Permanency Planning and SPLC

Permanency Planning and Subsidized Permanent Legal Custodianship (SPLC) Eligibility Criteria

Permanency Planning

Permanency planning is designed to help children live in families and offer continuity of relationships with nurturing parents or caretakers, as well as provide the opportunity to establish lifetime relationships. The goal of permanency planning is to implement a plan ensuring that the child will be placed in a permanent family home in a timely manner.  The child’s developmental needs should guide both the content of the plan and the timeframe in which it is implemented.

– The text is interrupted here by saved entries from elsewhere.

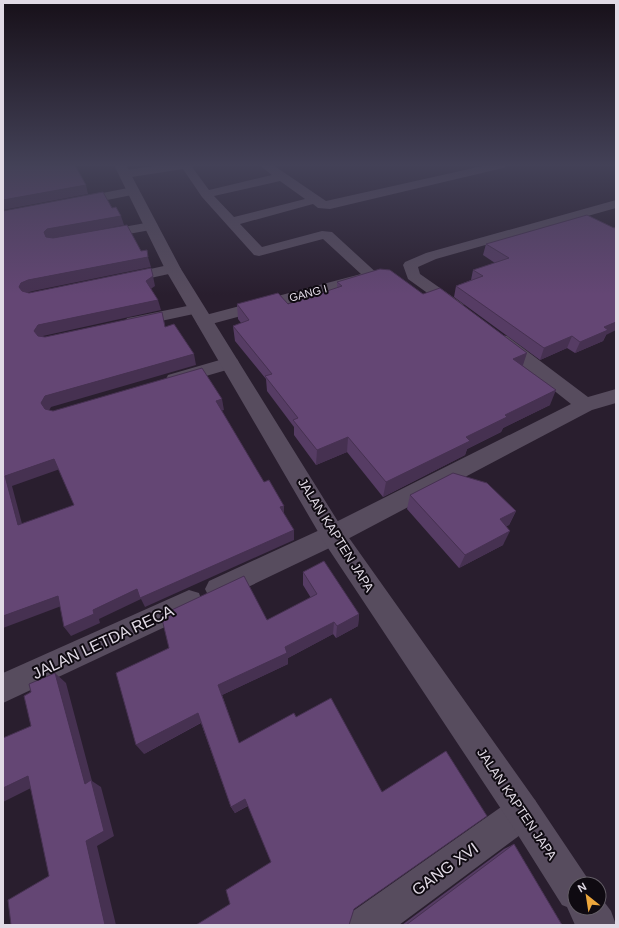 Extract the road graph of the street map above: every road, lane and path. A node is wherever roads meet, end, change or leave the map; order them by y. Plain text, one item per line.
1 (142, 208) edge
2 (219, 208) edge
3 (283, 208) edge
4 (601, 208) edge
5 (231, 222) junction
6 (152, 226) junction
7 (86, 238) edge
8 (173, 269) junction
9 (392, 277) junction
10 (111, 281) edge
11 (200, 315) junction
12 (468, 315) edge
13 (119, 326) edge
14 (487, 329) edge
15 (230, 363) junction
16 (155, 385) edge
17 (616, 396) edge
18 (585, 405) junction
19 (333, 536) junction
20 (3, 688) edge
21 (523, 812) junction
22 (567, 880) edge
23 (591, 916) edge
24 (367, 925) edge
25 (597, 925) edge

1 - 6 street, JALAN KAPTEN JAPA
2 - 5 street
3 - 5 street
4 - 9 street
5 - 9 street
6 - 7 street
6 - 8 street, JALAN KAPTEN JAPA
8 - 10 street
8 - 11 street, JALAN KAPTEN JAPA
9 - 11 street, GANG I
9 - 12 street
11 - 13 street, GANG I
11 - 15 street, JALAN KAPTEN JAPA
14 - 18 street
15 - 16 street
15 - 19 street, JALAN KAPTEN JAPA
17 - 18 street, JALAN LETDA RECA
18 - 19 street, JALAN LETDA RECA
19 - 20 street, JALAN LETDA RECA
19 - 21 street, JALAN KAPTEN JAPA
21 - 22 street, JALAN KAPTEN JAPA
21 - 24 street, GANG XVI
23 - 25 street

Principles of permanency planning:

  • Children deserve consistent, healthy and permanent attachments. All efforts should be made to minimize the number of times a child must move to avoid disrupting healthy attachments and to minimize the amount of time a child spends without permanency.
  • Incorporate multi-disciplinary concepts into case planning. Law, psychology and social work professionals should have significant input. All professionals should work toward a specific timeframe for permanency.
  • Sibling bonds should be strongly nurtured. Whenever possible, siblings should be placed together.
  • The lifelong emotional connection to birth parents and legally responsible caregivers must be acknowledged.

Reunification

Reunification is at the forefront and typically the first choice of kinship care. Once safety issues have been addressed and there has been significant change with the birth parents, reunification may be possible. Returning children home is the favorable permanency option, and often requires intensive, family-centered, supportive services to ensure stability. Services are tailored to each family’s service plan goals. Every effort is made to help birth parents regain physical custody of their children.

Adoption

In kinship care, adoption is one of the foundational options of choice, in which a family-based decision guides how a child or youth will leave the system. With adoption, permanent legal decisions are made regarding full-time guardianship. The integrity of the triad, however, must remain central as adoption has strong influences on the child or youth’s social and emotional connections to his/her birth family. In kinship care, adoption is a realignment of family structure and hierarchy.

SPLC Eligibility Criteria

Subsidized permanent legal custodianship is the third of five permanency goals for children in out-of-home placements authorized under the Juvenile Act. As a permanency option, it is available when children and youth are no longer viable candidates for reunification with their parents or adoption.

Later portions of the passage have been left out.